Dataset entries

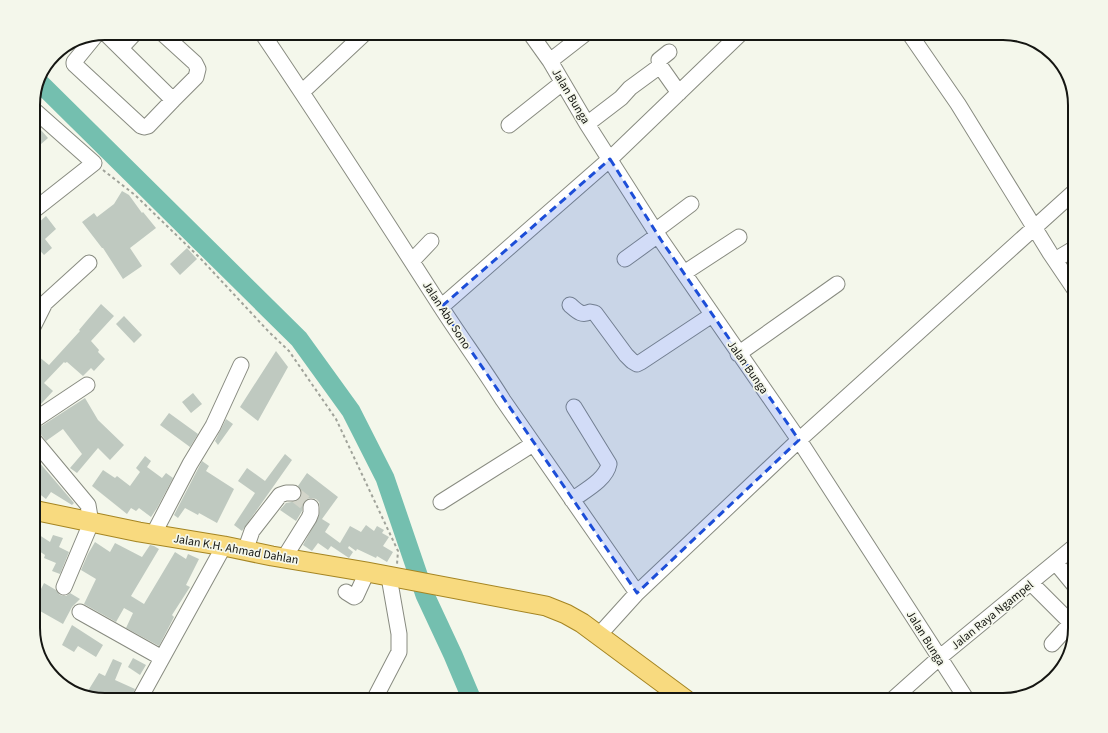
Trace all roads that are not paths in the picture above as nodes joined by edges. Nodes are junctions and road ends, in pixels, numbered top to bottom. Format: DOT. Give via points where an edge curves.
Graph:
graph roads {
  1 [pos="112,40"];
  2 [pos="128,40"];
  3 [pos="170,40"];
  4 [pos="267,40"];
  5 [pos="358,40"];
  6 [pos="535,40"];
  7 [pos="577,40"];
  8 [pos="732,40"];
  9 [pos="914,40"];
  10 [pos="90,42"];
  11 [pos="121,48"];
  12 [pos="669,52"];
  13 [pos="550,60"];
  14 [pos="660,66"];
  15 [pos="562,83"];
  16 [pos="302,92"];
  17 [pos="679,93"];
  18 [pos="173,100"];
  19 [pos="40,115"];
  20 [pos="588,124"];
  21 [pos="509,125"];
  22 [pos="610,159"];
  23 [pos="1068,197"];
  24 [pos="691,204"];
  25 [pos="40,205"];
  26 [pos="1034,227"];
  27 [pos="656,233"];
  28 [pos="739,237"];
  29 [pos="431,241"];
  30 [pos="1068,252"];
  31 [pos="625,259"];
  32 [pos="1055,260"];
  33 [pos="412,261"];
  34 [pos="89,263"];
  35 [pos="684,273"];
  36 [pos="1068,280"];
  37 [pos="836,284"];
  38 [pos="570,305"];
  39 [pos="441,307"];
  40 [pos="40,313"];
  41 [pos="712,314"];
  42 [pos="738,354"];
  43 [pos="241,365"];
  44 [pos="87,385"];
  45 [pos="574,407"];
  46 [pos="40,416"];
  47 [pos="799,440"];
  48 [pos="533,444"];
  49 [pos="40,447"];
  50 [pos="293,493"];
  51 [pos="572,500"];
  52 [pos="441,502"];
  53 [pos="311,507"];
  54 [pos="40,512"];
  55 [pos="91,523"];
  56 [pos="153,535"];
  57 [pos="224,546"];
  58 [pos="245,551"];
  59 [pos="1068,552"];
  60 [pos="284,558"];
  61 [pos="1056,563"];
  62 [pos="367,572"];
  63 [pos="393,577"];
  64 [pos="1068,578"];
  65 [pos="1031,583"];
  66 [pos="64,587"];
  67 [pos="346,592"];
  68 [pos="637,593"];
  69 [pos="80,612"];
  70 [pos="1068,620"];
  71 [pos="1068,630"];
  72 [pos="599,635"];
  73 [pos="1052,644"];
  74 [pos="162,658"];
  75 [pos="939,658"];
  76 [pos="143,693"];
  77 [pos="378,693"];
  78 [pos="677,693"];
  79 [pos="900,693"];
  80 [pos="962,693"];
  1 -- 11 [label="street"];
  2 -- 11 [label="street"];
  3 -- 18 [label="street" via="198,68 196,77"];
  4 -- 16 [label="street, Jalan Abu Sono"];
  5 -- 16 [label="street"];
  6 -- 13 [label="street, Jalan Bunga"];
  7 -- 13 [label="street"];
  8 -- 17 [label="street"];
  9 -- 26 [label="street" via="958,104"];
  10 -- 18 [label="street" via="74,64 141,126 148,126"];
  11 -- 18 [label="street"];
  12 -- 14 [label="street" via="659,60"];
  13 -- 15 [label="street, Jalan Bunga"];
  14 -- 17 [label="street"];
  14 -- 20 [label="street"];
  15 -- 20 [label="street, Jalan Bunga"];
  15 -- 21 [label="street"];
  16 -- 33 [label="street, Jalan Abu Sono"];
  17 -- 22 [label="street"];
  19 -- 25 [label="street" via="94,162"];
  20 -- 22 [label="street, Jalan Bunga"];
  22 -- 27 [label="street, Jalan Bunga"];
  22 -- 39 [label="street"];
  23 -- 26 [label="street"];
  24 -- 27 [label="street"];
  26 -- 32 [label="street"];
  26 -- 47 [label="street"];
  27 -- 31 [label="street"];
  27 -- 35 [label="street, Jalan Bunga"];
  28 -- 35 [label="street"];
  29 -- 33 [label="street"];
  30 -- 32 [label="street"];
  32 -- 36 [label="street"];
  33 -- 39 [label="street, Jalan Abu Sono"];
  34 -- 40 [label="street" via="45,303"];
  35 -- 41 [label="street, Jalan Bunga"];
  37 -- 42 [label="street"];
  38 -- 41 [label="street" via="582,314 595,313 626,355 637,364"];
  39 -- 48 [label="street, Jalan Abu Sono"];
  41 -- 42 [label="street, Jalan Bunga"];
  42 -- 47 [label="street, Jalan Bunga"];
  43 -- 56 [label="street" via="213,426"];
  44 -- 46 [label="street"];
  45 -- 51 [label="street" via="609,464 600,479"];
  47 -- 68 [label="street"];
  47 -- 75 [label="street, Jalan Bunga"];
  48 -- 51 [label="street, Jalan Abu Sono"];
  48 -- 52 [label="street"];
  49 -- 55 [label="street" via="88,505"];
  50 -- 58 [label="street" via="280,495 252,531"];
  51 -- 68 [label="street, Jalan Abu Sono"];
  53 -- 60 [label="street" via="309,518"];
  54 -- 55 [label="main road, Jalan K.H. Ahmad Dahlan"];
  55 -- 56 [label="main road, Jalan K.H. Ahmad Dahlan"];
  55 -- 66 [label="street"];
  56 -- 57 [label="main road, Jalan K.H. Ahmad Dahlan"];
  57 -- 58 [label="main road, Jalan K.H. Ahmad Dahlan"];
  57 -- 74 [label="street"];
  58 -- 60 [label="main road, Jalan K.H. Ahmad Dahlan"];
  59 -- 61 [label="street, Jalan Raya Ngampel"];
  60 -- 62 [label="main road, Jalan K.H. Ahmad Dahlan"];
  61 -- 64 [label="street"];
  61 -- 65 [label="street, Jalan Raya Ngampel"];
  62 -- 63 [label="main road, Jalan K.H. Ahmad Dahlan"];
  62 -- 67 [label="street" via="356,596"];
  63 -- 72 [label="main road, Jalan K.H. Ahmad Dahlan" via="546,606 566,614"];
  63 -- 77 [label="street" via="399,652"];
  65 -- 70 [label="street"];
  65 -- 75 [label="street, Jalan Raya Ngampel"];
  68 -- 72 [label="street"];
  69 -- 74 [label="street"];
  71 -- 73 [label="street"];
  72 -- 78 [label="main road, Jalan K.H. Ahmad Dahlan"];
  74 -- 76 [label="street"];
  75 -- 79 [label="street, Jalan Raya Ngampel"];
  75 -- 80 [label="street, Jalan Bunga"];
}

▸ TASK PROMPT
The answer should be all lines from the entries above that hold the word "Ahmad".

▸ ANSWER AREA
  54 -- 55 [label="main road, Jalan K.H. Ahmad Dahlan"];
  55 -- 56 [label="main road, Jalan K.H. Ahmad Dahlan"];
  56 -- 57 [label="main road, Jalan K.H. Ahmad Dahlan"];
  57 -- 58 [label="main road, Jalan K.H. Ahmad Dahlan"];
  58 -- 60 [label="main road, Jalan K.H. Ahmad Dahlan"];
  60 -- 62 [label="main road, Jalan K.H. Ahmad Dahlan"];
  62 -- 63 [label="main road, Jalan K.H. Ahmad Dahlan"];
  63 -- 72 [label="main road, Jalan K.H. Ahmad Dahlan" via="546,606 566,614"];
  72 -- 78 [label="main road, Jalan K.H. Ahmad Dahlan"];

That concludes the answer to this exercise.